--- TASK INPUTS ---
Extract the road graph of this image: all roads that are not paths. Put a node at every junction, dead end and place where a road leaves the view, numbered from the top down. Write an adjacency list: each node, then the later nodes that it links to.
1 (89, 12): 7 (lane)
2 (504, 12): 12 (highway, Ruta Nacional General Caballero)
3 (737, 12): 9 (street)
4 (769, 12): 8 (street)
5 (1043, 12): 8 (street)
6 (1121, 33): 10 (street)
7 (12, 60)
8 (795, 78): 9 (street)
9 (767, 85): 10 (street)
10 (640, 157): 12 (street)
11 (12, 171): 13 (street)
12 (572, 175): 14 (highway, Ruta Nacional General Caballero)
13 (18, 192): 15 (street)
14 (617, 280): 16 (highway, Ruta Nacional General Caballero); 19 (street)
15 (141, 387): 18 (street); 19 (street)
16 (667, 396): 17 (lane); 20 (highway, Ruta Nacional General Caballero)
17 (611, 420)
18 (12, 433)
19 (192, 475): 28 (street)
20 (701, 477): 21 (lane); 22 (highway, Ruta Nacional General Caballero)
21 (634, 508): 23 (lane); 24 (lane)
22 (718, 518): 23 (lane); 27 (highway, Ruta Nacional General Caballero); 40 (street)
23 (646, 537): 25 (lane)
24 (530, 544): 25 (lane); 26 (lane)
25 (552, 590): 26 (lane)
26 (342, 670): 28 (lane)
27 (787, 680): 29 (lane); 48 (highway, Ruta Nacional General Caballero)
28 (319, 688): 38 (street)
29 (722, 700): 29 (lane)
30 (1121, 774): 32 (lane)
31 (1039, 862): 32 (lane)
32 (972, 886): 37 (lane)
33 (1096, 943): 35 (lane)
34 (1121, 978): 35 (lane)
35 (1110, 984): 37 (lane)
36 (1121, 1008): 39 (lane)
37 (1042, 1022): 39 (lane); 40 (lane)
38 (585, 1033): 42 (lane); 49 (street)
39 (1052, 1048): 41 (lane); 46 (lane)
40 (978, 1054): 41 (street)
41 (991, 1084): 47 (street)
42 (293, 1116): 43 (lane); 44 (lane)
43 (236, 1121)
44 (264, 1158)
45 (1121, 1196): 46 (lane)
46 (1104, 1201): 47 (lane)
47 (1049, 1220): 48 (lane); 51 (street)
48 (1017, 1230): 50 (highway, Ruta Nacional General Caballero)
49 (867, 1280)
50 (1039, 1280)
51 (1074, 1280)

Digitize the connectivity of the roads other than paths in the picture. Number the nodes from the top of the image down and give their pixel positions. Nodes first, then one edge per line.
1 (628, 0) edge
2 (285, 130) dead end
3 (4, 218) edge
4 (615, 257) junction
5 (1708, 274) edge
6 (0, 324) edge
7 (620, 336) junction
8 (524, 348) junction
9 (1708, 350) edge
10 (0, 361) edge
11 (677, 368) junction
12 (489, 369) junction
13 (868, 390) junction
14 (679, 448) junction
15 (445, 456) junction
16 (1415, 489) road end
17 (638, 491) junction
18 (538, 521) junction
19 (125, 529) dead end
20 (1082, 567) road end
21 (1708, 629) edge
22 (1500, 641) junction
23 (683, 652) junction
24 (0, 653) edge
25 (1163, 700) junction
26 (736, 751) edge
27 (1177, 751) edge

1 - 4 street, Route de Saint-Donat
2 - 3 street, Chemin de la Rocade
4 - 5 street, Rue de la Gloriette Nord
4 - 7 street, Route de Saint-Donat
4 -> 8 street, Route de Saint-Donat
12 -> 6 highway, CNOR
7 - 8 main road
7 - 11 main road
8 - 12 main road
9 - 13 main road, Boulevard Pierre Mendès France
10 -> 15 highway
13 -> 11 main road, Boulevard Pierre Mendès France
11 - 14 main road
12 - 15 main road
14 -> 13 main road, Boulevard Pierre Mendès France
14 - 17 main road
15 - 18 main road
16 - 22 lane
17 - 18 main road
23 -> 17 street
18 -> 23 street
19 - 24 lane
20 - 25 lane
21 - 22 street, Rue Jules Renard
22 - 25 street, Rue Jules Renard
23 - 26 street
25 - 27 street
---
=== WORK REQUIRED ===
With "Caballero" as the string to match, show every line of the entries above that has it.

=== RESPONSE BOX ===
2 (504, 12): 12 (highway, Ruta Nacional General Caballero)
12 (572, 175): 14 (highway, Ruta Nacional General Caballero)
14 (617, 280): 16 (highway, Ruta Nacional General Caballero); 19 (street)
16 (667, 396): 17 (lane); 20 (highway, Ruta Nacional General Caballero)
20 (701, 477): 21 (lane); 22 (highway, Ruta Nacional General Caballero)
22 (718, 518): 23 (lane); 27 (highway, Ruta Nacional General Caballero); 40 (street)
27 (787, 680): 29 (lane); 48 (highway, Ruta Nacional General Caballero)
48 (1017, 1230): 50 (highway, Ruta Nacional General Caballero)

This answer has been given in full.